[How to complete this task]
Please copy out all lines of the entries that contain the word "Koppa".

[Recorded data]
=== Begin Enclosure ===

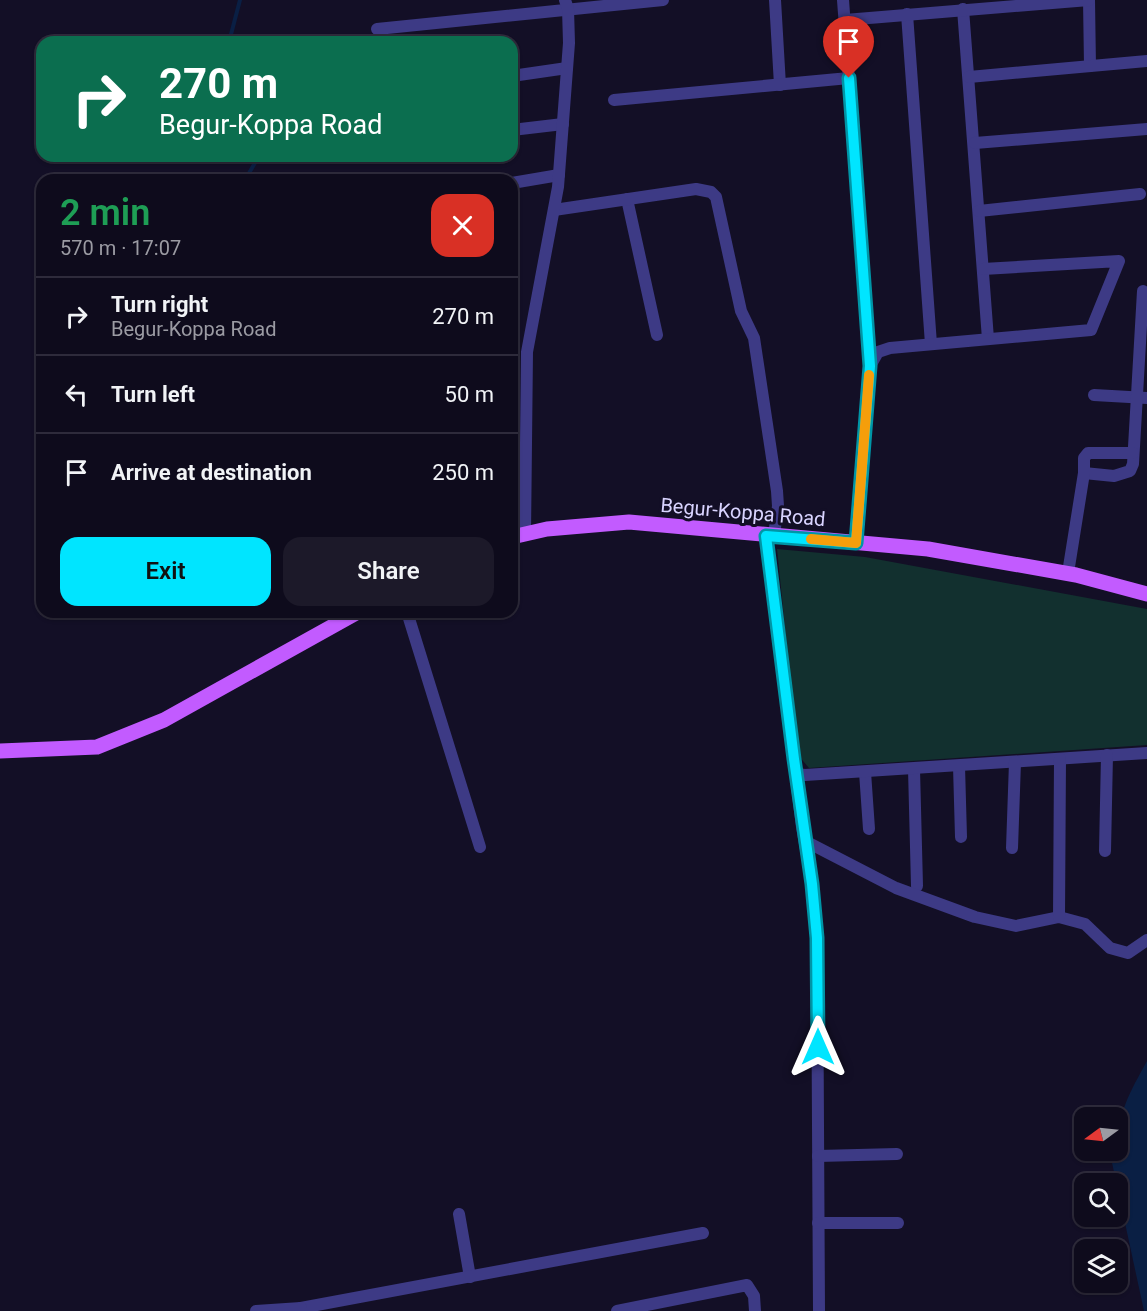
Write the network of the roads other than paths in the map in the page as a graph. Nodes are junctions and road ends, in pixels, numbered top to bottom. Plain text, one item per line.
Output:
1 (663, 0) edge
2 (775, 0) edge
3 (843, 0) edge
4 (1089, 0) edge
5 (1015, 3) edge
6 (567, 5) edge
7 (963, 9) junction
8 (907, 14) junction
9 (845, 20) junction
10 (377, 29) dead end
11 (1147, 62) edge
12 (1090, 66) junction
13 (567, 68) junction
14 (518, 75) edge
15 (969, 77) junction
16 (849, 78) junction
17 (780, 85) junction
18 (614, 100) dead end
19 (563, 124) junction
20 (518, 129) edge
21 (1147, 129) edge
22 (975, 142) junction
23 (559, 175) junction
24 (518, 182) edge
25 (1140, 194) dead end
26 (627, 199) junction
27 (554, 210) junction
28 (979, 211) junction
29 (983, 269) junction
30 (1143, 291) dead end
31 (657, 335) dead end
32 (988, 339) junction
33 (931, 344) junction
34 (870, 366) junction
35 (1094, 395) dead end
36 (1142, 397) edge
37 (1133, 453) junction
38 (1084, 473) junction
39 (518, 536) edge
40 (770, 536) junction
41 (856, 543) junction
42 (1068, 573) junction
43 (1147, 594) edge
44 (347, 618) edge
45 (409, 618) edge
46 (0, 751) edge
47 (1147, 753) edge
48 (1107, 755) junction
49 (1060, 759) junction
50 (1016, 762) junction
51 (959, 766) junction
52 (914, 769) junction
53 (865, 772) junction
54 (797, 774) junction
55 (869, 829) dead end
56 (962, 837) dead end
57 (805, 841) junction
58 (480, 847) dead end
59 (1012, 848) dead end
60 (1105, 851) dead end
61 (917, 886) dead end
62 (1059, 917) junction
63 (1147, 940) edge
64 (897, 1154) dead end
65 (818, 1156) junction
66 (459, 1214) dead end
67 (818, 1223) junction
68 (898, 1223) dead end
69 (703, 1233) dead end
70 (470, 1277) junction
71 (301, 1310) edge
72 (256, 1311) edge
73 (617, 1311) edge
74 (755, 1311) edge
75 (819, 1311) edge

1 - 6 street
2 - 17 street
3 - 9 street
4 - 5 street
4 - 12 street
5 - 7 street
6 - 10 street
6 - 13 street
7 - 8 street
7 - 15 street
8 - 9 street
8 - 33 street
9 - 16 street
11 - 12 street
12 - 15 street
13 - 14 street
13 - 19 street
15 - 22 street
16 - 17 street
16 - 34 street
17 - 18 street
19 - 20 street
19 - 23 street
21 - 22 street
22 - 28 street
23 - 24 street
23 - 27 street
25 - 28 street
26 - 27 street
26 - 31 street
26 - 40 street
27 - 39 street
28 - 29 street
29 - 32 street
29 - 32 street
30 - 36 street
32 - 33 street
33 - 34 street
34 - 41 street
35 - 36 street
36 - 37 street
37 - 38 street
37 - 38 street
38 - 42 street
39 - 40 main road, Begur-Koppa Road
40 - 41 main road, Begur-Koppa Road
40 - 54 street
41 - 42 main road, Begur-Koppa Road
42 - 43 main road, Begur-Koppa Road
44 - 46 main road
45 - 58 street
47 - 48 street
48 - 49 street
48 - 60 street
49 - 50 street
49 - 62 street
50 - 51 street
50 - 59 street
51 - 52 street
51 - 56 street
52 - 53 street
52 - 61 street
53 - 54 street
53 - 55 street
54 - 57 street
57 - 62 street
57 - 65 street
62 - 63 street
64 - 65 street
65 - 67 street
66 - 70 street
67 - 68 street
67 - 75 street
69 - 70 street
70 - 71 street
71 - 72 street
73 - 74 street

=== End Enclosure ===

[Solution below]
39 - 40 main road, Begur-Koppa Road
40 - 41 main road, Begur-Koppa Road
41 - 42 main road, Begur-Koppa Road
42 - 43 main road, Begur-Koppa Road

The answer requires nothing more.